VerticaPy
Example: Methods in a Multiclass Classification Model¶
In this example, we use the 'Iris' dataset to demonstrate the methods available to multiclass classification models.
from verticapy.datasets import load_iris
iris = load_iris()
display(iris)
Our goal is to predict the flower species. Let's create a random forest model.
from verticapy.learn.ensemble import RandomForestClassifier
model = RandomForestClassifier("public.RF_iris")
model.fit("public.iris",
["PetalLengthCm", "SepalWidthCm", "SepalLengthCm", "PetalWidthCm"],
"Species")
Fitting the model creates new model attributes.
model.X
model.y
model.input_relation
model.test_relation
Since we didn't write a test relation when fitting the model, the model will use the training relation as the test relation.
Let's compute the accuracy of our model.
model.score(method = "accuracy")
The 'score' method uses the 'y' attribute and the model prediction in the 'test_relation' to compute the accuracy of the model.

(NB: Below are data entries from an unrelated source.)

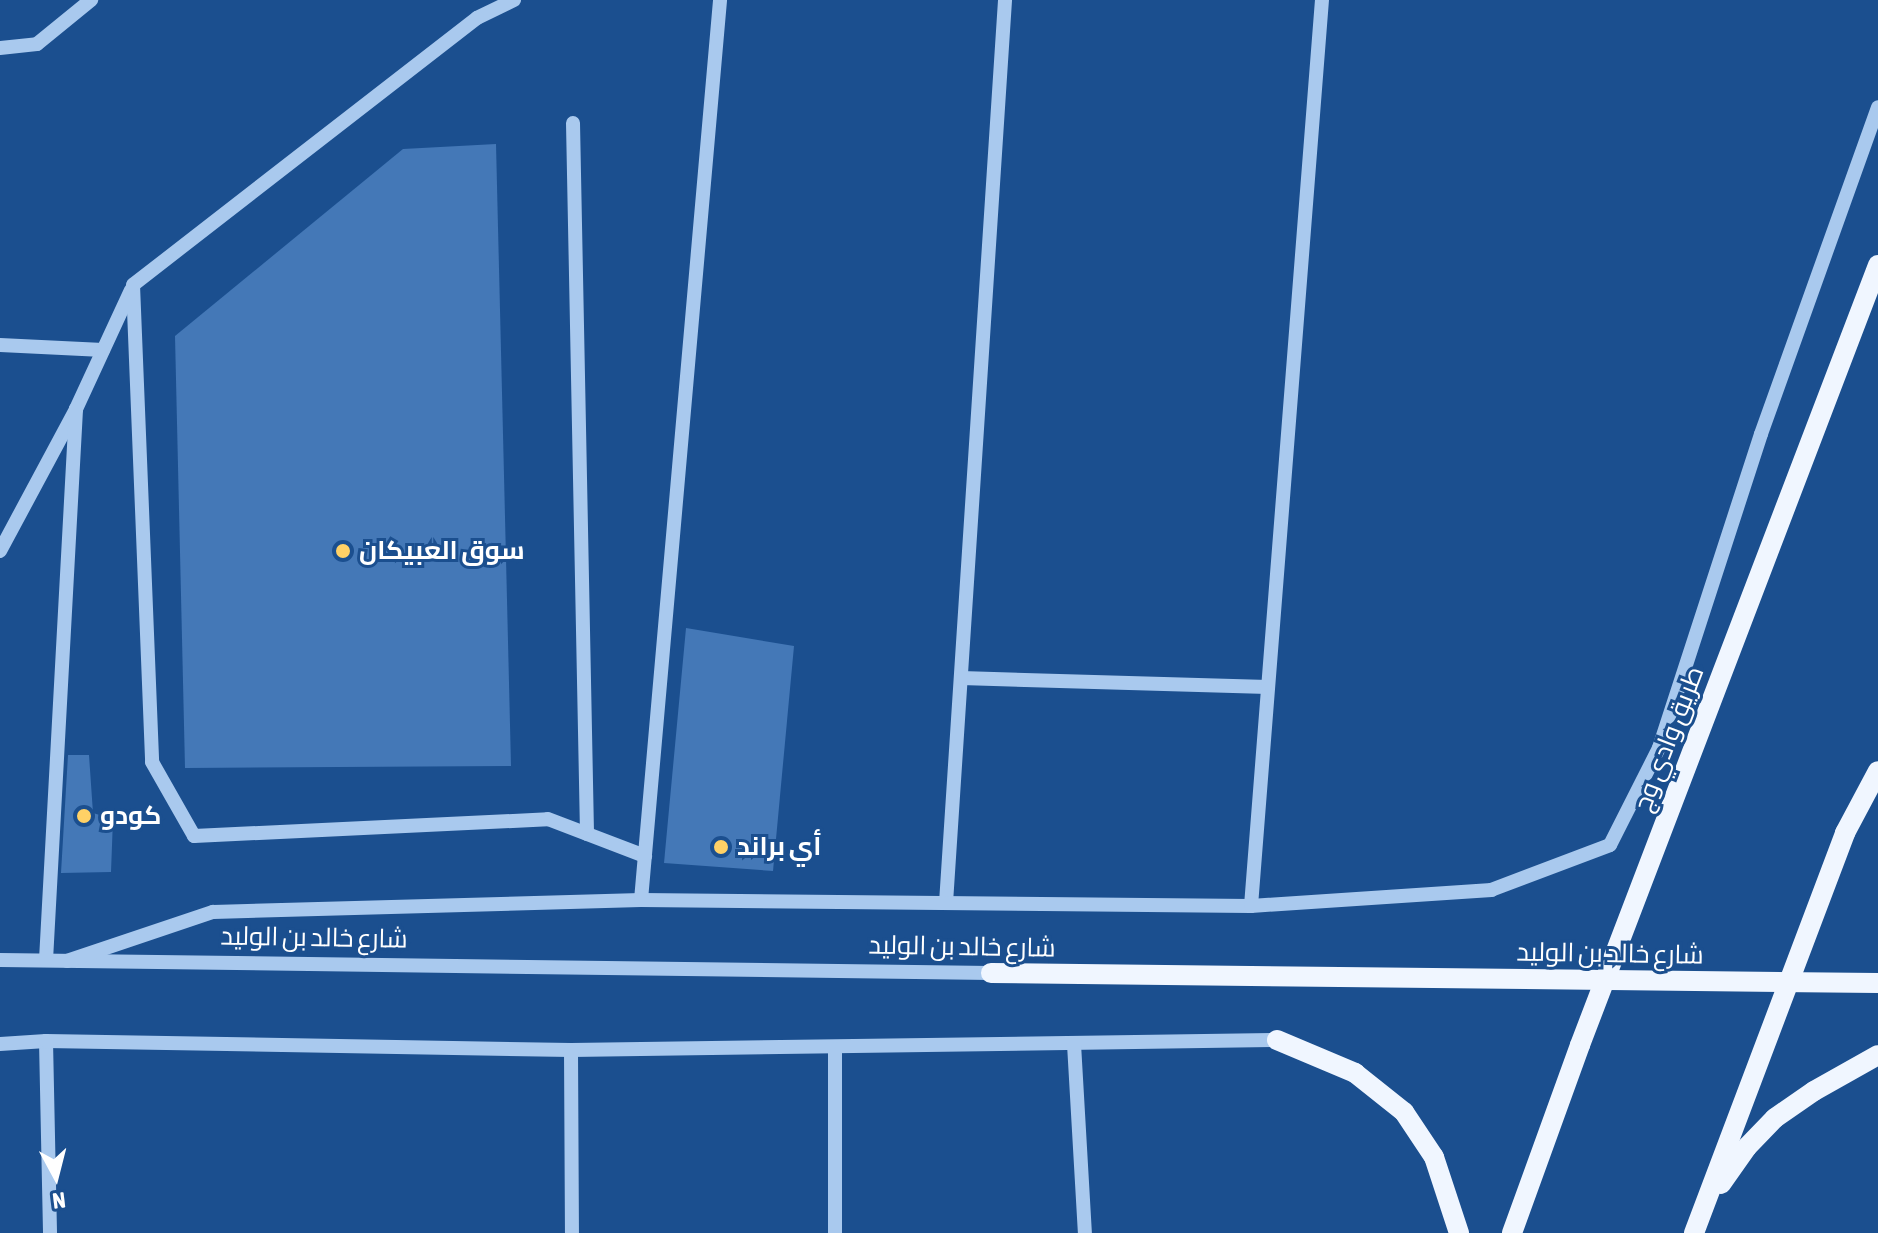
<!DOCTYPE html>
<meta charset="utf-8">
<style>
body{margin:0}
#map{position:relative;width:1878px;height:1233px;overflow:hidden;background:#1b4f8f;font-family:"Asap Condensed",Cairo,sans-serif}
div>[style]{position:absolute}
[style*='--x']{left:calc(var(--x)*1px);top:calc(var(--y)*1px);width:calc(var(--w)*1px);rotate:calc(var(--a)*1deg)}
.building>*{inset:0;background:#4478b7}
.minor>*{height:14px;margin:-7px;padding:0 7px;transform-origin:7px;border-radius:7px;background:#a9c9ee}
.major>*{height:20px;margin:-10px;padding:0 10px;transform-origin:10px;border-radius:10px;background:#f0f6ff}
.major-bridge>*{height:20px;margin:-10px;padding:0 10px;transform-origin:10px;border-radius:10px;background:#f0f6ff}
.dots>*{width:22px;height:22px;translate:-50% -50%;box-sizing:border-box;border:4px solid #1b4f8f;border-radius:50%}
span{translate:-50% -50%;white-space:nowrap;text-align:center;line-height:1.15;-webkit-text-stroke:6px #1b4f8f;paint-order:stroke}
.poi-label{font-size:26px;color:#fff;font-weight:700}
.left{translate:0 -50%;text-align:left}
.street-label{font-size:26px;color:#fff}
.north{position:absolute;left:16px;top:1137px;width:80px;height:80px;-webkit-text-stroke:6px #1b4f8f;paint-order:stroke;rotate:173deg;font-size:22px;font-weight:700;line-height:32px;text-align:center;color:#fff}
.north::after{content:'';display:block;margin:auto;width:28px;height:36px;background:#fff;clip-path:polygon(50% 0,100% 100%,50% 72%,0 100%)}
</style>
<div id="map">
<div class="building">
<div style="clip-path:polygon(496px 144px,511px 766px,185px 768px,175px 336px,403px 149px)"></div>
<div style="clip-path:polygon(686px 628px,794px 646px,773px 871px,664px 863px)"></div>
<div style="clip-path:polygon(68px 755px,89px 755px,93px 813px,113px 819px,111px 872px,61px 873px)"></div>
</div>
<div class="minor">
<div style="--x:514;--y:0;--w:41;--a:154.1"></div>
<div style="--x:477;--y:18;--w:435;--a:142.2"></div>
<div style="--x:133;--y:285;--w:477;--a:87.7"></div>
<div style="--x:152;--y:762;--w:85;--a:60.4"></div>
<div style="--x:194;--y:836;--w:354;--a:-2.7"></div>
<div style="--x:548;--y:819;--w:104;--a:20.9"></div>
<div style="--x:0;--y:48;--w:37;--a:-6"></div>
<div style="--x:37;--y:44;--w:70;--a:-39.2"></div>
<div style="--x:573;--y:123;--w:711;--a:88.87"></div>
<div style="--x:0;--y:345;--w:103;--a:2.8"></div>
<div style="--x:0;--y:551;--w:161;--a:-61.8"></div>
<div style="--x:76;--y:409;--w:131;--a:-65.2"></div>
<div style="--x:961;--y:678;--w:307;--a:1.7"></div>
<div style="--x:641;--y:900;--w:903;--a:-84.98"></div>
<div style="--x:946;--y:903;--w:905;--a:-86.26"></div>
<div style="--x:1251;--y:906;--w:909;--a:-85.52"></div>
<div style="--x:0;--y:960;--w:991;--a:0.75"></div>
<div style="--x:46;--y:960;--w:552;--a:-86.88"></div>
<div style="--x:67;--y:961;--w:154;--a:-18.6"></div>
<div style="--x:213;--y:912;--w:428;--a:-1.6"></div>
<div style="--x:641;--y:900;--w:610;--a:0.56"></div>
<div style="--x:1251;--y:906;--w:241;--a:-3.8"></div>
<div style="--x:1491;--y:890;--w:127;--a:-20.7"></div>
<div style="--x:1610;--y:845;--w:109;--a:-63.2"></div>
<div style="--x:1659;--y:748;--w:330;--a:-72"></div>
<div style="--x:1761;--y:434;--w:347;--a:-70.3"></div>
<div style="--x:46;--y:1041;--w:192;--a:88.8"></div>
<div style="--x:0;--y:1044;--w:46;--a:-3.7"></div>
<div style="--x:46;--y:1041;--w:525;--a:0.98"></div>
<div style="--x:571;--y:1050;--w:706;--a:-0.81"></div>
<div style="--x:1074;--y:1044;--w:189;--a:86.7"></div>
<div style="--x:835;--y:1049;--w:184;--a:90"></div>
<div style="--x:571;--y:1050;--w:183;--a:89.7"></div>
</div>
<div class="major">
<div style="--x:1277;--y:1040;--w:85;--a:22.9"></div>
<div style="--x:1355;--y:1073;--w:63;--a:38.5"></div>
<div style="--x:1404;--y:1112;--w:54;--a:56.3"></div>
<div style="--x:1434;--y:1157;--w:80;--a:71.8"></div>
<div style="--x:1721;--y:1184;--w:45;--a:-54.9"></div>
<div style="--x:1747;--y:1147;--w:40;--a:-46"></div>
<div style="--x:1775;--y:1118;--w:47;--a:-34.7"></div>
<div style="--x:1814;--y:1091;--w:73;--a:-29.4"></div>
<div style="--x:1512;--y:1233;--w:200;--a:-70.1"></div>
<div style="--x:1580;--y:1045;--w:835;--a:-69.09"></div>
<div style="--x:1694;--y:1233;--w:428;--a:-69.3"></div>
<div style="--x:1845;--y:833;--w:70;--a:-62"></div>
</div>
<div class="major-bridge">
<div style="--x:991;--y:973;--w:887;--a:0.65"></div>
</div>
<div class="dots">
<div style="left:343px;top:551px;background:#ffd166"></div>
<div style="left:84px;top:816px;background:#ffd166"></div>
<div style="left:721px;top:847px;background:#ffd166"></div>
</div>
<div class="poi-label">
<span class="left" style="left:359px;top:551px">سوق العبيكان</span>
<span class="left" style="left:100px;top:816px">كودو</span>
<span class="left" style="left:737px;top:847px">أي براند</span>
</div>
<div class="street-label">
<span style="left:1669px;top:739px;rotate:-69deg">طريق وادي وج</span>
<span style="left:314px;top:938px;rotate:1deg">شارع خالد بن الوليد</span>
<span style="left:962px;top:947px;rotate:1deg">شارع خالد بن الوليد</span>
<span style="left:1610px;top:954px;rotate:1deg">شارع خالد بن الوليد</span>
</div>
<div class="north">N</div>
</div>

You can change these attributes at any time to deploy the models on different columns.
Models have many useful attributes. For a random forest model, we can use the 'classes_' attribute for a list of the response categories.
model.classes_
You can view other attributes using the 'get_attr' method.
model.get_attr()
Visualizing the model with a PRC, ROC, or lift chart might be helpful. We should keep in mind that this is a multiclass classification, so one class must be considered positive. We can identify this class with the 'pos_label'. For this example, we'll mark the "Iris-setosa' as the positive class for each graph.
model.roc_curve(pos_label = 'Iris-setosa')
model.prc_curve(pos_label = 'Iris-setosa')
model.lift_chart(pos_label = 'Iris-setosa')
Let's look at the SQL query for our model.
display(model.deploySQL())
You can evaluate the quality of your model with the 'report' method. Again, since this is a multiclass classification, each class will have its turn as the 'positive' class during each round.
If we don't specify a cutoff, VerticaPy automatically computes an optimal cutoff.
model.report()
You can add this prediction to your vDataFrame.
model.predict(iris, name = "pred_Species")
You can also add the probability of a specific class with the 'pos_label' parameter.
model.predict(iris, name = "prob_versicolor", pos_label = "Iris-versicolor")
The vDataFrame has its own 'score' method to evaluate your models.
iris.score("Species", "pred_Species", method = "accuracy")
Let's examine our prediction with a histogram.
iris.hist(["pred_Species", "Species"])
Some multiclass classifiers let you evaluate the importance of each feature with the 'features_importance' method.
model.features_importance()
Let's draw a tree diagram.
model.plot_tree()